From God's response to Adam's sin we gain insight into what God continually does with sin (and, in that process, sinners), first naming it for what it really is, and then dealing with it through the atoning work of his own Son.
Calvin discerns a two-part movement in God's response to Adam's sin; God first convicts Adam, and then consoles Adam. God convicts Adam by coming "nearer" to him and -- both literally and metaphorically -- drawing him out, "however unwilling and resisting," from "the tangled thicket of trees" where he has hidden himself. The exposure of Adam ultimately consists in God's reminder to him of that single explicit command given to him when the garden of delights was entrusted to his care.
Thus God's commandments ever serve to convict sinners of their guilt: "In the same manner we also are alarmed at the voice of God, as soon as his Law sounds in our ears." In most cases, of course, genuine admission of guilt requires sustained exposure to God's Law. "We snatch at shadows, until he, calling upon us more vehemently, compels us to come forward, arraigned at his tribunal."
Having humbled and convicted Adam by means of his Law, God consoles Adam with the good news of One who would come to reverse the fall and its catastrophic consequences, and through his perfect obedience to God's Law and suffering for sin provide a covering far more substantial than fig leaves for Adam's guilt and shame; a covering, indeed, which God himself would prove unwilling and unable to penetrate with his gaze. God consoles Adam, in other words, with the promise of Jesus Christ, God incarnate, who in due course would fulfill God's law and suffer death in the stead of Adam, Eve, and every subsequent sinner willing to place his or her confidence solely in him.

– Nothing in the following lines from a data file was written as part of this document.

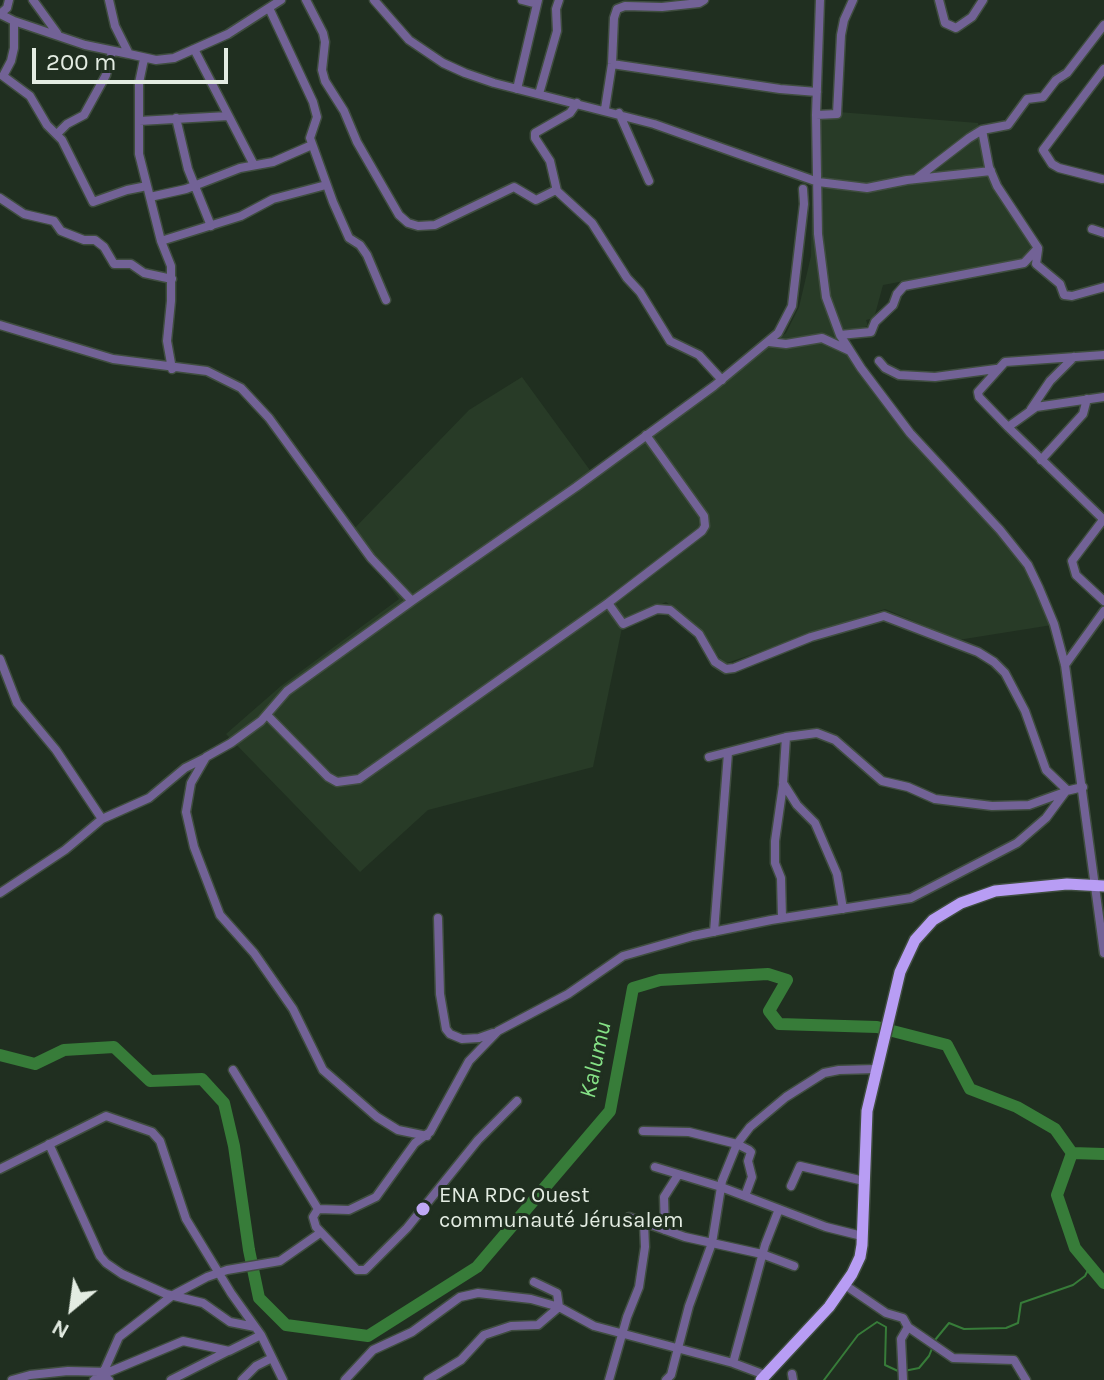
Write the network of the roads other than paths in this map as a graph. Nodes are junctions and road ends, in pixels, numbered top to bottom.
1 (9, 0) edge
2 (33, 0) edge
3 (109, 0) edge
4 (281, 0) edge
5 (306, 0) edge
6 (374, 0) edge
7 (522, 0) edge
8 (559, 0) edge
9 (704, 0) edge
10 (820, 0) edge
11 (853, 0) edge
12 (939, 0) edge
13 (983, 0) edge
14 (538, 2) edge
15 (625, 3) edge
16 (269, 8) junction
17 (14, 21) junction
18 (1104, 25) edge
19 (57, 34) junction
20 (194, 49) junction
21 (112, 52) junction
22 (129, 54) junction
23 (144, 59) junction
24 (612, 64) junction
25 (1104, 69) edge
26 (1, 76) edge
27 (1093, 83) junction
28 (1104, 85) edge
29 (517, 89) junction
30 (817, 92) junction
31 (539, 94) junction
32 (577, 103) junction
33 (605, 109) junction
34 (619, 113) junction
35 (816, 115) junction
36 (228, 116) junction
37 (176, 118) junction
38 (139, 121) junction
39 (982, 130) junction
40 (57, 134) junction
41 (312, 145) junction
42 (254, 165) junction
43 (991, 171) junction
44 (791, 174) junction
45 (1103, 176) edge
46 (916, 179) junction
47 (649, 181) dead end
48 (818, 182) junction
49 (326, 185) junction
50 (147, 186) junction
51 (195, 186) junction
52 (803, 189) junction
53 (556, 190) junction
54 (150, 197) junction
55 (0, 198) edge
56 (818, 200) junction
57 (211, 226) junction
58 (1092, 229) dead end
59 (1104, 233) edge
60 (161, 241) junction
61 (1032, 262) junction
62 (172, 279) junction
63 (1104, 287) edge
64 (386, 300) dead end
65 (0, 325) edge
66 (840, 335) junction
67 (769, 342) junction
68 (848, 351) junction
69 (1104, 355) edge
70 (1074, 357) junction
71 (879, 361) dead end
72 (172, 369) junction
73 (997, 369) junction
74 (722, 380) junction
75 (1104, 397) edge
76 (1087, 399) junction
77 (1031, 409) junction
78 (1008, 427) junction
79 (646, 435) junction
80 (1041, 460) junction
81 (1103, 520) edge
82 (412, 601) junction
83 (1104, 601) edge
84 (608, 603) junction
85 (1104, 611) edge
86 (0, 659) edge
87 (1065, 665) junction
88 (267, 715) junction
89 (786, 737) junction
90 (728, 753) junction
91 (206, 757) junction
92 (709, 757) dead end
93 (783, 783) junction
94 (1083, 787) junction
95 (1066, 791) junction
96 (102, 819) junction
97 (1100, 886) edge
98 (0, 893) edge
99 (843, 909) junction
100 (438, 918) dead end
101 (782, 918) junction
102 (714, 932) junction
103 (1104, 953) edge
104 (498, 1031) junction
105 (876, 1069) junction
106 (233, 1070) dead end
107 (517, 1101) dead end
108 (643, 1131) dead end
109 (427, 1136) junction
110 (49, 1144) junction
111 (737, 1144) junction
112 (655, 1167) dead end
113 (0, 1169) edge
114 (678, 1175) junction
115 (864, 1181) junction
116 (791, 1186) dead end
117 (721, 1187) junction
118 (745, 1196) junction
119 (318, 1209) junction
120 (779, 1209) junction
121 (629, 1217) dead end
122 (644, 1223) junction
123 (665, 1230) junction
124 (320, 1233) junction
125 (862, 1236) junction
126 (712, 1243) junction
127 (762, 1254) junction
128 (794, 1266) dead end
129 (219, 1273) junction
130 (534, 1282) dead end
131 (845, 1285) junction
132 (173, 1295) junction
133 (559, 1307) junction
134 (908, 1327) junction
135 (258, 1331) junction
136 (624, 1334) junction
137 (679, 1348) junction
138 (229, 1351) junction
139 (272, 1358) junction
140 (733, 1363) junction
141 (101, 1378) edge
142 (763, 1378) edge
143 (281, 1379) edge
144 (903, 1379) edge
145 (12, 1380) edge
146 (171, 1380) edge
147 (242, 1380) edge
148 (345, 1380) edge
149 (428, 1380) edge
150 (609, 1380) edge
151 (666, 1380) edge
152 (1026, 1380) edge

1 - 17 street
2 - 19 street
3 - 22 street
4 - 16 street
5 - 53 street
6 - 29 street
7 - 14 street
8 - 31 street
9 - 15 street
10 - 30 street
11 - 35 street
12 - 13 street
14 - 29 street
15 - 24 street
16 - 20 street
16 - 41 street
17 - 19 street
17 - 26 street
18 - 39 street
19 - 21 street
20 - 23 street
20 - 36 street
21 - 22 street
21 - 40 street
22 - 23 street
23 - 38 street
24 - 30 street
24 - 33 street
25 - 27 street
26 - 40 street
27 - 28 street
27 - 45 street
29 - 31 street
30 - 35 street
31 - 32 street
32 - 33 street
32 - 53 street
33 - 34 street
34 - 44 street
34 - 47 street
35 - 48 street
36 - 37 street
36 - 42 street
37 - 38 street
37 - 51 street
38 - 50 street
39 - 43 street
39 - 46 street
40 - 50 street
41 - 42 street
41 - 49 street
42 - 51 street
43 - 46 street
43 - 61 street
44 - 48 street
44 - 52 street
46 - 48 street
48 - 56 street
49 - 57 street
49 - 64 street
50 - 54 street
51 - 54 street
51 - 57 street
52 - 56 street
52 - 67 street
53 - 74 street
54 - 60 street
55 - 62 street
56 - 66 street
57 - 60 street
58 - 59 street
60 - 62 street
61 - 63 street
61 - 66 street
62 - 72 street
65 - 72 street
66 - 68 street
67 - 68 street
67 - 74 street
68 - 87 street
69 - 70 street
70 - 73 street
70 - 77 street
71 - 73 street
72 - 82 street
73 - 78 street
74 - 79 street
75 - 76 street
76 - 77 street
76 - 80 street
77 - 78 street
78 - 80 street
79 - 82 street
79 - 84 street
80 - 81 street
81 - 83 street
82 - 88 street
84 - 88 street
84 - 95 street
85 - 87 street
86 - 96 street
87 - 94 street
88 - 91 street
89 - 90 street
89 - 93 street
89 - 95 street
90 - 92 street
90 - 102 street
91 - 96 street
91 - 109 street
93 - 99 street
93 - 101 street
94 - 95 street
94 - 97 street
95 - 99 street
96 - 98 street
97 - 103 street
97 - 105 main road
99 - 101 street
100 - 104 street
101 - 102 street
102 - 104 street
104 - 109 street
105 - 111 street
105 - 115 main road
106 - 119 street
107 - 124 street
108 - 111 street
109 - 119 street
110 - 113 street
110 - 129 street
110 - 132 street
111 - 117 street
111 - 118 street
112 - 114 street
114 - 117 street
114 - 123 street
115 - 116 street
115 - 125 main road
117 - 118 street
117 - 126 street
118 - 120 street
119 - 124 street
120 - 125 street
120 - 127 street
121 - 122 street
122 - 123 street
122 - 136 street
123 - 126 street
124 - 129 street
125 - 131 main road
126 - 127 street
126 - 137 street
127 - 128 street
127 - 140 street
129 - 132 street
129 - 135 street
130 - 133 street
131 - 134 street
131 - 142 main road
132 - 135 street
132 - 141 street
133 - 136 street
133 - 148 street
133 - 149 street
134 - 144 street
134 - 152 street
135 - 138 street
135 - 139 street
136 - 137 street
136 - 150 street
137 - 140 street
137 - 151 street
138 - 141 street
138 - 146 street
139 - 143 street
139 - 147 street
140 - 142 street
141 - 145 street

Jesus Christ was named rather obscurely to Adam and Eve (in the midst of God's rebuke of the Serpent) as "the seed of the woman" who one day would crush the Serpent's head (vs. 15). "Certainly in that [promise] the remission of sins and the grace of eternal salvation is contained." The precise woman in view in this prophetic text is not, Calvin argues, the Virgin Mary (contra Roman interpretation), but Eve, who "being first deceived... had peculiar need of consolation."
The "seed" who would triumph over sin and all its consequences is, of course, Jesus Christ, who crushes the Serpent's head in his death and resurrection. But it is not him alone. Noting the collective sense of the word "seed" (i.e., descendants), Calvin discovers in Genesis 3.15 an additional promise that every believer who joins himself or herself to Christ will, in him, equally triumph over the Serpent (and so over sin, death, and hell), and thus be restored to eternal fellowship with God. Genesis 3.15 contains, then, nothing short of the promise of one whose work would eradicate the guilt and shame of every person willing to take off his or her fig leaves and put on the perfect righteousness of Jesus Christ.
In sum, while Adam is, according to Calvin, a genuine historical person, there is also a genuine sense in which Adam constitutes a symbol of every man (and woman). Adam's sin and God's response to it serve as a (prophetic) picture of every individual's response to his or her guilt and God's own, more radical response - namely, that of bringing the sinner to the depths of despair by confronting him or her with his Law, only to raise the sinner to the highest peaks of hope by consoling him or her with the Gospel of Jesus Christ and his sin-atoning work.
Aaron Clay Denlinger is Professor of Church History and Historical Theology at Reformation Bible College in Sanford, FL.